**Stored records**

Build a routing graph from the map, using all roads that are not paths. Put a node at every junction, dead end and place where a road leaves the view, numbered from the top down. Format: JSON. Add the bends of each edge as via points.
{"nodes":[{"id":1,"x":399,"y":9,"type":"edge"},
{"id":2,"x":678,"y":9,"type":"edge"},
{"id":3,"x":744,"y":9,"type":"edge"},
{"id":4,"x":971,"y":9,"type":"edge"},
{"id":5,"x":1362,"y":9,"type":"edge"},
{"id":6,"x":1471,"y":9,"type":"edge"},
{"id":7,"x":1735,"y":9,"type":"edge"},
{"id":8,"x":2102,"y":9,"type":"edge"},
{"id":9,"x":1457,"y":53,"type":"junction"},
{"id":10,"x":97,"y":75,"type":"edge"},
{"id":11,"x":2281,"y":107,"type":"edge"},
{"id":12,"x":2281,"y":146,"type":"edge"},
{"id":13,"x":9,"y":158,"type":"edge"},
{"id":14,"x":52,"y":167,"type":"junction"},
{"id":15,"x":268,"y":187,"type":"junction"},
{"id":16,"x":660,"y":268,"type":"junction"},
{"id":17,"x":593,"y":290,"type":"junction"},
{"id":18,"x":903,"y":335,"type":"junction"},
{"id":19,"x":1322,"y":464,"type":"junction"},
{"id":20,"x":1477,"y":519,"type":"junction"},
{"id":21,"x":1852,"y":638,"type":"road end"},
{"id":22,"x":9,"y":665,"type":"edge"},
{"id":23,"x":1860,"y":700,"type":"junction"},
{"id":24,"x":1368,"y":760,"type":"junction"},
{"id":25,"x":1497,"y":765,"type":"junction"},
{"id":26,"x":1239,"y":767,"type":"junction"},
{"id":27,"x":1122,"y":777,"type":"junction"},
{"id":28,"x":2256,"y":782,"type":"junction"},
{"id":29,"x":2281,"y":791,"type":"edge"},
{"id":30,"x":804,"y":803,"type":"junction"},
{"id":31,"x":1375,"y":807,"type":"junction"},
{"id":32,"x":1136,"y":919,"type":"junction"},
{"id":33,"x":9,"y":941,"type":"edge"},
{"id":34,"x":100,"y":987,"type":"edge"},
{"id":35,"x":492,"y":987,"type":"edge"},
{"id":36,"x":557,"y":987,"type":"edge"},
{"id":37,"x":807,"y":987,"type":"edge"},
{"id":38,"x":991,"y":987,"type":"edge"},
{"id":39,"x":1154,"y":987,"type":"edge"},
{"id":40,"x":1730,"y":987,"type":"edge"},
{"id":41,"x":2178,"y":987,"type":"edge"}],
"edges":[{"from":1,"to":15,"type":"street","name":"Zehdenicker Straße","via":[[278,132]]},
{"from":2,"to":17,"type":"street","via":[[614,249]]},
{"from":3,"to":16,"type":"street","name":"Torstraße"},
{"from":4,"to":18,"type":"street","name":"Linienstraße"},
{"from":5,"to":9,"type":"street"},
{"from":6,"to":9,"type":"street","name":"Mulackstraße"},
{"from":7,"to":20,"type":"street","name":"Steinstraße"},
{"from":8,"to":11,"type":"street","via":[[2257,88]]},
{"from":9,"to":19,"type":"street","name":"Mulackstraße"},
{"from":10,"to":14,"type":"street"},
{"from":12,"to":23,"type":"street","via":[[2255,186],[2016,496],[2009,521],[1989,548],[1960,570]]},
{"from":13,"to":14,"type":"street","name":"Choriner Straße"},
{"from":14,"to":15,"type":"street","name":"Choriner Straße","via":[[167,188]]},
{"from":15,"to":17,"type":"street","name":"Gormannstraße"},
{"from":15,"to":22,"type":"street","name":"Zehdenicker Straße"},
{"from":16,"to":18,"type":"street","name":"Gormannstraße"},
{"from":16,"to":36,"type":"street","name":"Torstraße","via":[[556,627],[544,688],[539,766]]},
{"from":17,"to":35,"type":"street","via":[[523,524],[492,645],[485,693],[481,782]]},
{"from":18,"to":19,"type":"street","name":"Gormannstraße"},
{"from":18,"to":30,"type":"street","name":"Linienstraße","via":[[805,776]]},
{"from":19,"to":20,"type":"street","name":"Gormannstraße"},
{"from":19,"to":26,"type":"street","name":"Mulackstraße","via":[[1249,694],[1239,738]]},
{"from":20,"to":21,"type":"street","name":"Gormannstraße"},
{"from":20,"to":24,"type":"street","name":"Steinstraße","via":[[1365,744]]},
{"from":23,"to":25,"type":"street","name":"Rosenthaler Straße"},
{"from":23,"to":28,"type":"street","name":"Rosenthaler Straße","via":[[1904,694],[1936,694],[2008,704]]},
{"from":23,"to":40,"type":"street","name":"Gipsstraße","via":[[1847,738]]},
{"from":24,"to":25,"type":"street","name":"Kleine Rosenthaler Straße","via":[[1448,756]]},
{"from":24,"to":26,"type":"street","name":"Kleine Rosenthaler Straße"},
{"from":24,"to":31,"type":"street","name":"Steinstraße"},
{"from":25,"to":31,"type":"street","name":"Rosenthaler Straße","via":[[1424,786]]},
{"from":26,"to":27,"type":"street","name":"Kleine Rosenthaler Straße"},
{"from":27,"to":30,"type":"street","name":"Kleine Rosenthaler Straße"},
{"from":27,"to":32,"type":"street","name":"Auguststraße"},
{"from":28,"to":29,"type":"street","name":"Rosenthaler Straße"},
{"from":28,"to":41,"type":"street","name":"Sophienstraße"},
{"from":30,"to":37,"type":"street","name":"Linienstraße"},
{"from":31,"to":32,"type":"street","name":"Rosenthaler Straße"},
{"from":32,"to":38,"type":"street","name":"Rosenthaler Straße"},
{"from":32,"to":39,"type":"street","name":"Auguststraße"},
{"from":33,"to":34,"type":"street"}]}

**TASK OBJECTIVE**
The records must be given again in full, exactly as they were written.

**WRITTEN RESPONSE**
Build a routing graph from the map, using all roads that are not paths. Put a node at every junction, dead end and place where a road leaves the view, numbered from the top down. Format: JSON. Add the bends of each edge as via points.
{"nodes":[{"id":1,"x":399,"y":9,"type":"edge"},
{"id":2,"x":678,"y":9,"type":"edge"},
{"id":3,"x":744,"y":9,"type":"edge"},
{"id":4,"x":971,"y":9,"type":"edge"},
{"id":5,"x":1362,"y":9,"type":"edge"},
{"id":6,"x":1471,"y":9,"type":"edge"},
{"id":7,"x":1735,"y":9,"type":"edge"},
{"id":8,"x":2102,"y":9,"type":"edge"},
{"id":9,"x":1457,"y":53,"type":"junction"},
{"id":10,"x":97,"y":75,"type":"edge"},
{"id":11,"x":2281,"y":107,"type":"edge"},
{"id":12,"x":2281,"y":146,"type":"edge"},
{"id":13,"x":9,"y":158,"type":"edge"},
{"id":14,"x":52,"y":167,"type":"junction"},
{"id":15,"x":268,"y":187,"type":"junction"},
{"id":16,"x":660,"y":268,"type":"junction"},
{"id":17,"x":593,"y":290,"type":"junction"},
{"id":18,"x":903,"y":335,"type":"junction"},
{"id":19,"x":1322,"y":464,"type":"junction"},
{"id":20,"x":1477,"y":519,"type":"junction"},
{"id":21,"x":1852,"y":638,"type":"road end"},
{"id":22,"x":9,"y":665,"type":"edge"},
{"id":23,"x":1860,"y":700,"type":"junction"},
{"id":24,"x":1368,"y":760,"type":"junction"},
{"id":25,"x":1497,"y":765,"type":"junction"},
{"id":26,"x":1239,"y":767,"type":"junction"},
{"id":27,"x":1122,"y":777,"type":"junction"},
{"id":28,"x":2256,"y":782,"type":"junction"},
{"id":29,"x":2281,"y":791,"type":"edge"},
{"id":30,"x":804,"y":803,"type":"junction"},
{"id":31,"x":1375,"y":807,"type":"junction"},
{"id":32,"x":1136,"y":919,"type":"junction"},
{"id":33,"x":9,"y":941,"type":"edge"},
{"id":34,"x":100,"y":987,"type":"edge"},
{"id":35,"x":492,"y":987,"type":"edge"},
{"id":36,"x":557,"y":987,"type":"edge"},
{"id":37,"x":807,"y":987,"type":"edge"},
{"id":38,"x":991,"y":987,"type":"edge"},
{"id":39,"x":1154,"y":987,"type":"edge"},
{"id":40,"x":1730,"y":987,"type":"edge"},
{"id":41,"x":2178,"y":987,"type":"edge"}],
"edges":[{"from":1,"to":15,"type":"street","name":"Zehdenicker Straße","via":[[278,132]]},
{"from":2,"to":17,"type":"street","via":[[614,249]]},
{"from":3,"to":16,"type":"street","name":"Torstraße"},
{"from":4,"to":18,"type":"street","name":"Linienstraße"},
{"from":5,"to":9,"type":"street"},
{"from":6,"to":9,"type":"street","name":"Mulackstraße"},
{"from":7,"to":20,"type":"street","name":"Steinstraße"},
{"from":8,"to":11,"type":"street","via":[[2257,88]]},
{"from":9,"to":19,"type":"street","name":"Mulackstraße"},
{"from":10,"to":14,"type":"street"},
{"from":12,"to":23,"type":"street","via":[[2255,186],[2016,496],[2009,521],[1989,548],[1960,570]]},
{"from":13,"to":14,"type":"street","name":"Choriner Straße"},
{"from":14,"to":15,"type":"street","name":"Choriner Straße","via":[[167,188]]},
{"from":15,"to":17,"type":"street","name":"Gormannstraße"},
{"from":15,"to":22,"type":"street","name":"Zehdenicker Straße"},
{"from":16,"to":18,"type":"street","name":"Gormannstraße"},
{"from":16,"to":36,"type":"street","name":"Torstraße","via":[[556,627],[544,688],[539,766]]},
{"from":17,"to":35,"type":"street","via":[[523,524],[492,645],[485,693],[481,782]]},
{"from":18,"to":19,"type":"street","name":"Gormannstraße"},
{"from":18,"to":30,"type":"street","name":"Linienstraße","via":[[805,776]]},
{"from":19,"to":20,"type":"street","name":"Gormannstraße"},
{"from":19,"to":26,"type":"street","name":"Mulackstraße","via":[[1249,694],[1239,738]]},
{"from":20,"to":21,"type":"street","name":"Gormannstraße"},
{"from":20,"to":24,"type":"street","name":"Steinstraße","via":[[1365,744]]},
{"from":23,"to":25,"type":"street","name":"Rosenthaler Straße"},
{"from":23,"to":28,"type":"street","name":"Rosenthaler Straße","via":[[1904,694],[1936,694],[2008,704]]},
{"from":23,"to":40,"type":"street","name":"Gipsstraße","via":[[1847,738]]},
{"from":24,"to":25,"type":"street","name":"Kleine Rosenthaler Straße","via":[[1448,756]]},
{"from":24,"to":26,"type":"street","name":"Kleine Rosenthaler Straße"},
{"from":24,"to":31,"type":"street","name":"Steinstraße"},
{"from":25,"to":31,"type":"street","name":"Rosenthaler Straße","via":[[1424,786]]},
{"from":26,"to":27,"type":"street","name":"Kleine Rosenthaler Straße"},
{"from":27,"to":30,"type":"street","name":"Kleine Rosenthaler Straße"},
{"from":27,"to":32,"type":"street","name":"Auguststraße"},
{"from":28,"to":29,"type":"street","name":"Rosenthaler Straße"},
{"from":28,"to":41,"type":"street","name":"Sophienstraße"},
{"from":30,"to":37,"type":"street","name":"Linienstraße"},
{"from":31,"to":32,"type":"street","name":"Rosenthaler Straße"},
{"from":32,"to":38,"type":"street","name":"Rosenthaler Straße"},
{"from":32,"to":39,"type":"street","name":"Auguststraße"},
{"from":33,"to":34,"type":"street"}]}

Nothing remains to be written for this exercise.